By way of example, let’s take the fad of six word stories and essays.  I’m generally not a fan. Especially not of the possibly apocryphal Hemingway version: “For Sale. Baby Shoes. Never Worn.”  Supposedly Hemingway said this is all the story you need to tell.  But I suspect one of my finest teaching moments may have been when I said to a totally-disturbed class: that story is only interesting if that baby has no feet.

Listen, I get it.  It’s heartbreaking; that story can make me cry, because anything suggesting the mortality of babies can make me cry.  But a reliance on abstract emotional manipulation is not the same thing as great storytelling.  Which is not to say a six word story couldn’t be great.  Because herein lies the difference between form and formula.  Form forces a writer to rise above restrictions to reach originality; formula allows a writer to rely on restrictions to be relieved of the burden of originality.  Formula works on some readers, of course (including me: hello, Sophie Kinsella, I love you), but it isn’t what anybody enters an MFA program aspiring to, so my class is going to set all kinds of rules, just to show how well writers can surprise readers when we follow them.

The Originality Scale

Last year I traumatized my MFA students by inventing this thing I called the Originality Scale.  At the bottom were stories we’d heard before told in familiar ways, and at the top—well, there was no top, because whatever would go at the top is so original we can’t even imagine it (yet).  The middle, however, was filled with variations—old stories told in a new way, new stories told in an old way, new forms, new technology, history told with a new perspective, etc.  For the rest of the semester, the students seemed troubled, taunted, tortured by where their writing would fit on the Originality Scale.  I became so alarmed that I presented to the class the notion that human beings need to learn the same things over and over again, and that is perhaps why the same stories work over and over again.  And could they please forget the Originality Scale.

Except I don’t really think they should forget the Originality Scale.  The problem was not the Scale, the problem was the fear and paralysis induced by the Scale.

I think what my graduate students were really afraid of was that I might be telling them they shouldn’t be writers; that they weren’t original enough.  But what I was really trying to say was they needed to work harder at it.  To be conscious of it.

Originality matters.

So how can we teach it?

For me, quite simply, originality often boils down to the sensation that I haven’t read a piece before—but I’ve read a lot, too much.

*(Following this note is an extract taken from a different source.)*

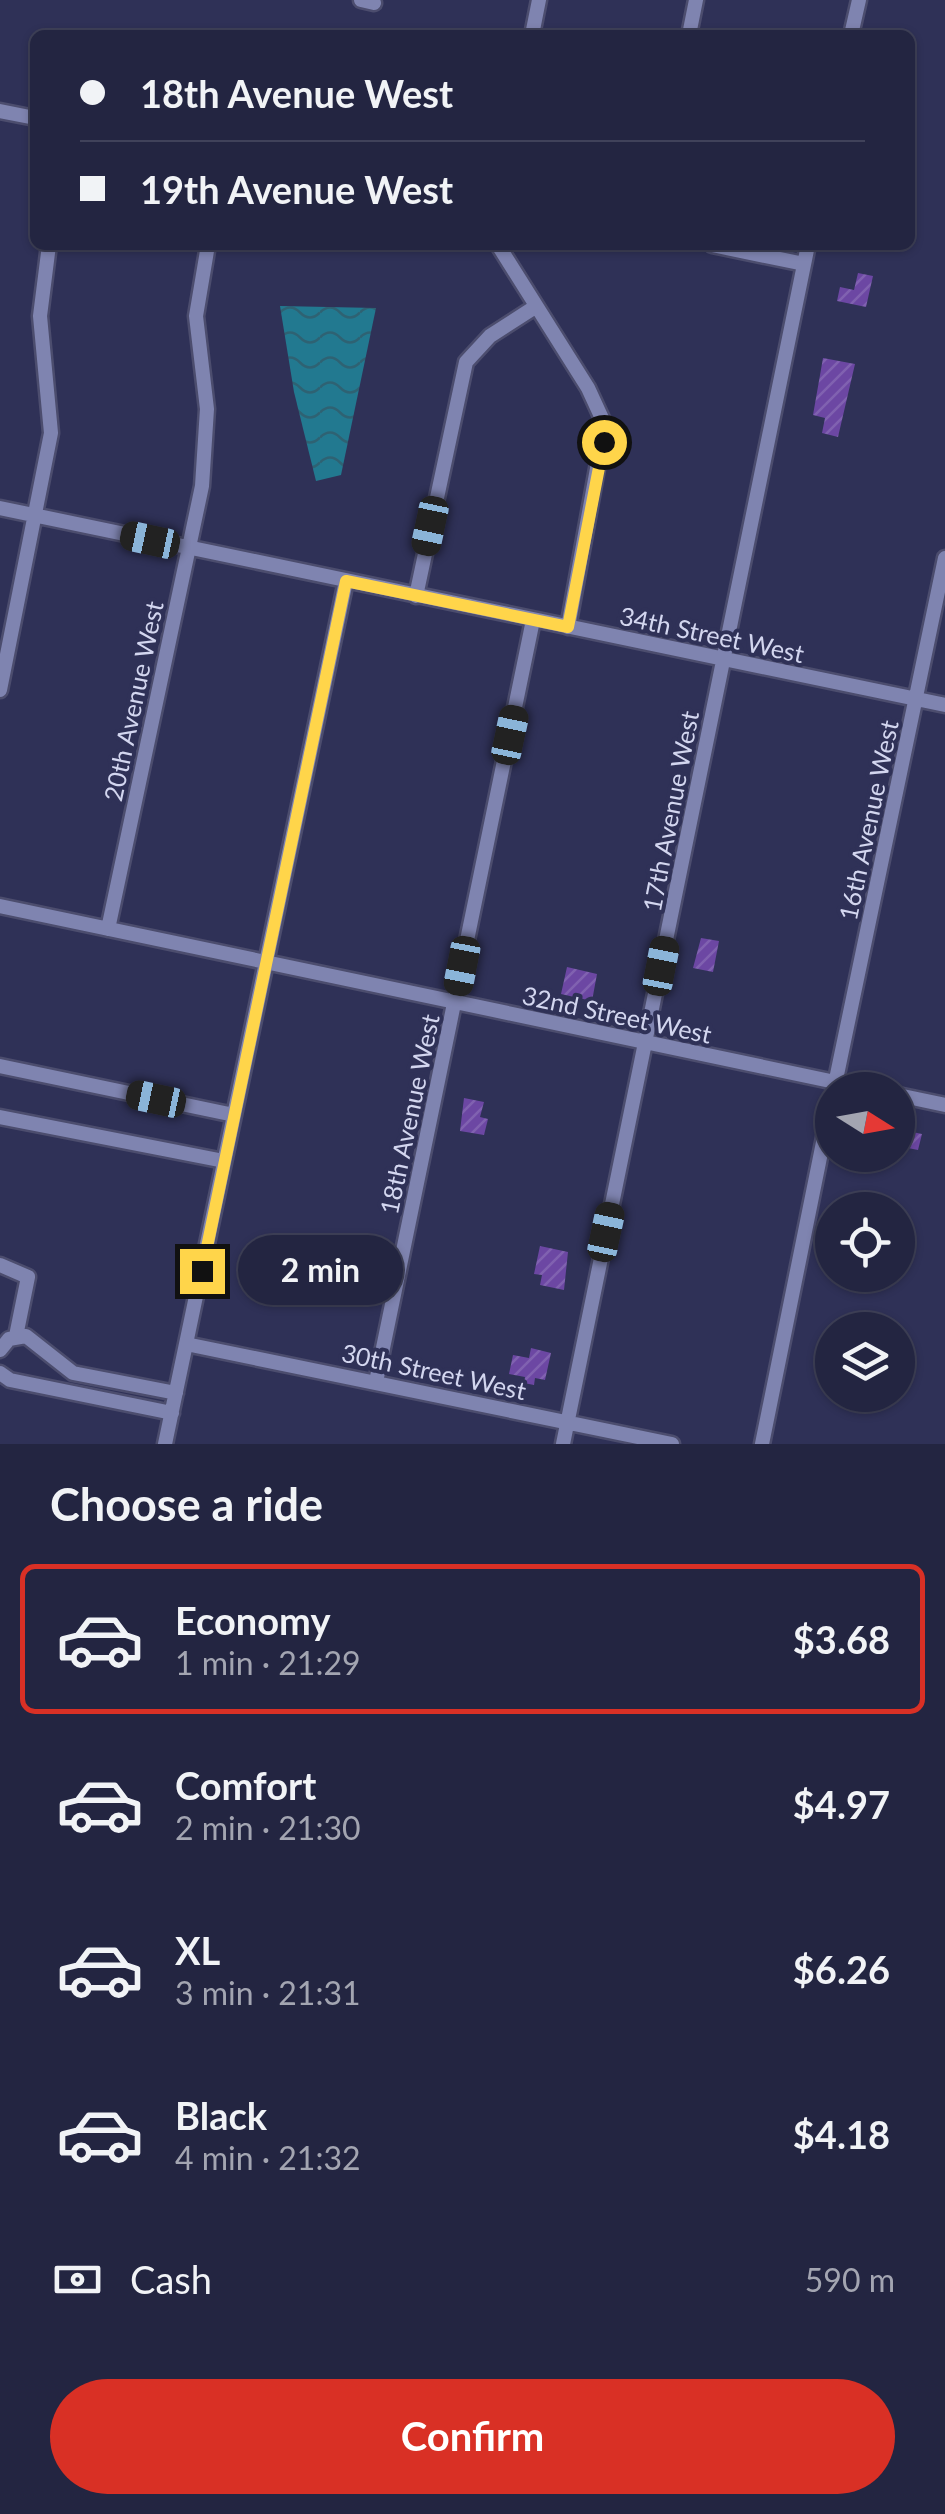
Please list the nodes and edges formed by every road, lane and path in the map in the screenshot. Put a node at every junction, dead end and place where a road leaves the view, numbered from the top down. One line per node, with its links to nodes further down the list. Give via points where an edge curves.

Beginning writers often have no idea what is unoriginal because they have not read enough. They struggle to recognize clichés and often seek out writing that is comfortable and familiar.  And yet because they are often young, they are frequently early adopters of using new technology in writing.  Texting, Facebook, 3D-printing all turned up in my students’ work long before I ever saw them in published pieces, and this is one of the things my students are better about bringing to their work than I am my own.  And it is one way to encourage originality. Technology, after all, is the one thing that has changed writing time and time again.

Beginning writers can also be very brave about breaking the rules (they don’t know the rules!).  And so it can be important to not “correct” them and bully them into a standard Freytag’s pyramid formation, but rather to talk about a writer’s intentions versus a reader’s response, and what readers look for when they don’t get what they expect.  Surprising is not the same thing as original and neither is weird.  What is original must still make the reader feel or think or see.  But it doesn’t have to follow the exact format of inciting incident, obstacles, climax, resolution.

During workshops, students can be encouraged to choose more unusual or unexpected points of view, to set a story in a less predictable location, to embrace…drum roll, please…what they know (which in my (students’) experience has included the secret tunnels of Disneyland, roller derby, cattle ranching, and the behind-the-scenes life of pretty much any low-wage job you can imagine).

And, of course, they can be asked to read…to read and read and read until they know what is out there.

The final irony is the thing that makes a piece of writing original may not actually be the thing that makes it great, and yet if a piece doesn’t have some unexpected, previously unseen something, it probably won’t be great. Good maybe, but not great.  And sometimes students just need to know that.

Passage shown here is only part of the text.